Indeed, Dylan’s glances, each of which glistened with dewy commiseration, so deeply annoyed Jilly that she soon grew desperate to distract herself from them. She unhooked her safety harness, drew her legs under herself, leaving potted Fred in full possession of the passenger’s foot space, and turned half sideways in her seat to watch over Shep, making it possible for his brother to pay more attention to the road.
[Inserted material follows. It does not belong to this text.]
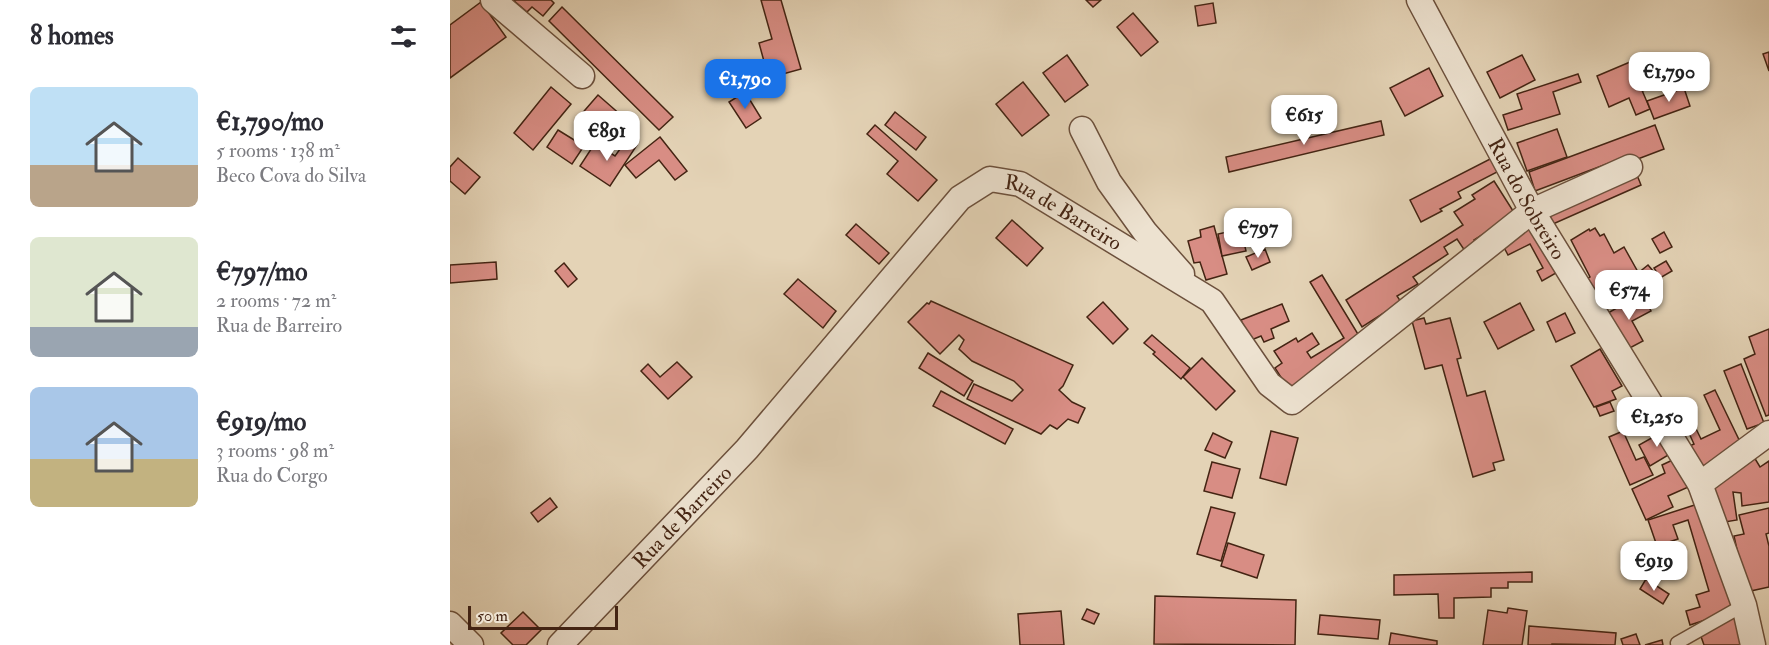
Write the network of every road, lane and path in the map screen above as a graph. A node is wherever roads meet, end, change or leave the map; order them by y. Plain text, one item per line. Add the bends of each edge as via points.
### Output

Dylan had left a first-aid kit with Shep. Much to Jilly’s surprise, the young man opened it on the seat beside him and made proper use of its contents, although in a state of such intense concentration and with an expression of such blank detachment that he seemed to be machinelike. With swabs soaked in hydrogen peroxide, he patiently removed the obstructing clots of blood from his left nostril, which had played like a whistle with each breath he took, proceeding so delicately that the crimson flow did not resume. His brother had said this was a mere bloody nose, not a broken one, and Shep seemed to confirm the diagnosis, tending to his injury without one wince or hiss of pain. Employing cotton balls moistened with rubbing alcohol, he scrubbed the dried blood from his upper lip, out of the corner of his mouth, and off his chin. He had skinned a couple knuckles on his teeth; he treated these minor abrasions with alcohol followed by dabs of Neosporin. With the thumb and forefinger of his right hand, he tested his teeth, one by one, molar to molar, top and then bottom; each time he confirmed that a tooth was firmly in place, he paused to say, ‘Quite as it should be, m’lord.’ Judging by every indication – by his refusal to make eye contact; by his otherworldly air; by the absence of any nobleman in the SUV, either lord or duke, or prince-in-waiting – Shep wasn’t speaking to anyone present. ‘Quite as it should be, m’lord.’ His ministrations were methodical to the point of robotism, and often his movements had an awkwardness that suggested a robot from which the mechanical kinks and the programming errors had not yet been entirely eliminated.